Work task
Search for the word "Yani" in the entries. Each line that holds it should be copied.

Data extracts

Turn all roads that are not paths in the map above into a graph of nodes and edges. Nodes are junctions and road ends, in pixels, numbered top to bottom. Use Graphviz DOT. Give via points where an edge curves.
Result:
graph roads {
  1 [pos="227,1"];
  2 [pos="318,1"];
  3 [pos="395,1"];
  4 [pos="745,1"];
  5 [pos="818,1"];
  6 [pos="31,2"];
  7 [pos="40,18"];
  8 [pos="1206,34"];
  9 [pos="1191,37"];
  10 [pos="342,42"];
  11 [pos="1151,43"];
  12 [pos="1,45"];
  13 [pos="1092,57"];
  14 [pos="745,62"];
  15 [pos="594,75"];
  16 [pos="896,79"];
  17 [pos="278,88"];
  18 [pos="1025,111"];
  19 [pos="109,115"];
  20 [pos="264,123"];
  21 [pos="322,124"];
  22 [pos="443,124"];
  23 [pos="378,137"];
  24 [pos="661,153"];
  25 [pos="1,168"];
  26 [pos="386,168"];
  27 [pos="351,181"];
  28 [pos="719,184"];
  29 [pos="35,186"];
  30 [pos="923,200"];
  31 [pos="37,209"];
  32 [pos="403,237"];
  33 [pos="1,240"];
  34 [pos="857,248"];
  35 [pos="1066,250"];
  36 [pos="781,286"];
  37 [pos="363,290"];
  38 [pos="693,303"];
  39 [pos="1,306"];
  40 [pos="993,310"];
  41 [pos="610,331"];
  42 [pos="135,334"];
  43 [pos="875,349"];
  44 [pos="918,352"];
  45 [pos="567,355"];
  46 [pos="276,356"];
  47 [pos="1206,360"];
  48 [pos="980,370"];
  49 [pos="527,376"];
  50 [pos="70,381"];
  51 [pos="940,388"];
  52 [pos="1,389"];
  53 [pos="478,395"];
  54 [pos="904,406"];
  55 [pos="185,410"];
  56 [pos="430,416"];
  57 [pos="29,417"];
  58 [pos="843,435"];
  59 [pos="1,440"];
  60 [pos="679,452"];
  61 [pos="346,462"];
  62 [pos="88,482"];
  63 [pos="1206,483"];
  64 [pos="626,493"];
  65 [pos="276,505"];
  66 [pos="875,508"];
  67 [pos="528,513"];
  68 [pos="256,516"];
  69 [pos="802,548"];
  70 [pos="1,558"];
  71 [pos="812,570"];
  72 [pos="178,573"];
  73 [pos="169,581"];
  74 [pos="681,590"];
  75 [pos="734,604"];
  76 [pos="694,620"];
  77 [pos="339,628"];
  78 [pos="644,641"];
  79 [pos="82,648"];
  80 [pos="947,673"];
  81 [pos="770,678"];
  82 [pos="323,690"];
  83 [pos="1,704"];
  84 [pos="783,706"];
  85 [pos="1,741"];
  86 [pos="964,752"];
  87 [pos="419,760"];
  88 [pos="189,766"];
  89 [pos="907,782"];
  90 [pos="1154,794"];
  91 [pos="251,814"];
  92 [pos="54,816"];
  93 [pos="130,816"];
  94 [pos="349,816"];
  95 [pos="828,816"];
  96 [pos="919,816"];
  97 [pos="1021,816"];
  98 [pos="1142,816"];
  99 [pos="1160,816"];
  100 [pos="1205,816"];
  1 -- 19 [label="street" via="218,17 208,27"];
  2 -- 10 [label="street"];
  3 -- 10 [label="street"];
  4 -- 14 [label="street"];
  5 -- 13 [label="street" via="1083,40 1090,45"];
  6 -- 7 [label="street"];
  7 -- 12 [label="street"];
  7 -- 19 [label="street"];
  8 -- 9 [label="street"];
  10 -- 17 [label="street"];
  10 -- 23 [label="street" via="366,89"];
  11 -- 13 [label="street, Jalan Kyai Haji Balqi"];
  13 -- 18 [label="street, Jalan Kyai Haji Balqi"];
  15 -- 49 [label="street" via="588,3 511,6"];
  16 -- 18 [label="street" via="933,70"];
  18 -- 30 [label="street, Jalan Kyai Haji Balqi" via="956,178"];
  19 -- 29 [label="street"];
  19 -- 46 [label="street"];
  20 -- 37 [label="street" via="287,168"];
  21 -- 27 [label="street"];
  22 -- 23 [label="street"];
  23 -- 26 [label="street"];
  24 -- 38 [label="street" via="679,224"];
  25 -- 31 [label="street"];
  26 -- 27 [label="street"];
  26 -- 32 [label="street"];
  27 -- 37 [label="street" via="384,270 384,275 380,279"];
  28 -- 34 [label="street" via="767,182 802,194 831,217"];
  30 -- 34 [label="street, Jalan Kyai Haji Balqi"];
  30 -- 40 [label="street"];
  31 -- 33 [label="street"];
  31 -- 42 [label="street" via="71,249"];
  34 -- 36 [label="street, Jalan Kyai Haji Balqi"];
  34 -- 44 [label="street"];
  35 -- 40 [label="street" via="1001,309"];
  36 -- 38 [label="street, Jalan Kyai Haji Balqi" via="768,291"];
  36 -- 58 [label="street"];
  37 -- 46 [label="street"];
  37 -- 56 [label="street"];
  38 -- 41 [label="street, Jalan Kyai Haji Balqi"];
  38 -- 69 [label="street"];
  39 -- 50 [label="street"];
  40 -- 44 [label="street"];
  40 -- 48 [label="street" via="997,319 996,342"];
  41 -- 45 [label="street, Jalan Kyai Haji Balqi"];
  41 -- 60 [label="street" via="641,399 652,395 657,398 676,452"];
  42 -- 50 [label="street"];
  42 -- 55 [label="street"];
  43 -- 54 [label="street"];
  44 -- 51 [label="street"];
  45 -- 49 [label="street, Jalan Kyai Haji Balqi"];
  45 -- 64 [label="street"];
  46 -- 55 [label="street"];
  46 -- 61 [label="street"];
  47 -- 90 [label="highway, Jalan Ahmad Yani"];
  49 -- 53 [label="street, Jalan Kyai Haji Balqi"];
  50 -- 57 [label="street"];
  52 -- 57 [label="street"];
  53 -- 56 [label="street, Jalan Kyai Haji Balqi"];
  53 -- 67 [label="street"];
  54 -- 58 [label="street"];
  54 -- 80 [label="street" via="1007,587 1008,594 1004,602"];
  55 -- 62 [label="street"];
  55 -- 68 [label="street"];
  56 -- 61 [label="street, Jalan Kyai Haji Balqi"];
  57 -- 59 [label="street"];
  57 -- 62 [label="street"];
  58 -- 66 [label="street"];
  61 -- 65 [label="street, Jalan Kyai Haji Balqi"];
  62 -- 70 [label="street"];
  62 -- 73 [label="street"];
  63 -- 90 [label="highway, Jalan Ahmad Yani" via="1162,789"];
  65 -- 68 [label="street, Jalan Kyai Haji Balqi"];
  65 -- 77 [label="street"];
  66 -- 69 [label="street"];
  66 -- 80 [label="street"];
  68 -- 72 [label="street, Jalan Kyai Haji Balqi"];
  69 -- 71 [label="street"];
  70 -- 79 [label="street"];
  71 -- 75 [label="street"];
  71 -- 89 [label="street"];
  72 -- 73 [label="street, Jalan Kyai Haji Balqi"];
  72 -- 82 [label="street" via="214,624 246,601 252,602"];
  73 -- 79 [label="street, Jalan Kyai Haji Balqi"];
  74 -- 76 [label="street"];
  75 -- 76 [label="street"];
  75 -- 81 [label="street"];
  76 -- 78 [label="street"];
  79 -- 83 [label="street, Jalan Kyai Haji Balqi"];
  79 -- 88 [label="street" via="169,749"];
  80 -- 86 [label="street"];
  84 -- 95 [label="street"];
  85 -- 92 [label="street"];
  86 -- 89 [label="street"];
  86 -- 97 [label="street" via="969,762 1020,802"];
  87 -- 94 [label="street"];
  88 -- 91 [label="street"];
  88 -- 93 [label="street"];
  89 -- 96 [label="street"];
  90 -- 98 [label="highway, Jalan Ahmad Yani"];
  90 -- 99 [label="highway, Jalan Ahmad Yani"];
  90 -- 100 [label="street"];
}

Task result
  47 -- 90 [label="highway, Jalan Ahmad Yani"];
  63 -- 90 [label="highway, Jalan Ahmad Yani" via="1162,789"];
  90 -- 98 [label="highway, Jalan Ahmad Yani"];
  90 -- 99 [label="highway, Jalan Ahmad Yani"];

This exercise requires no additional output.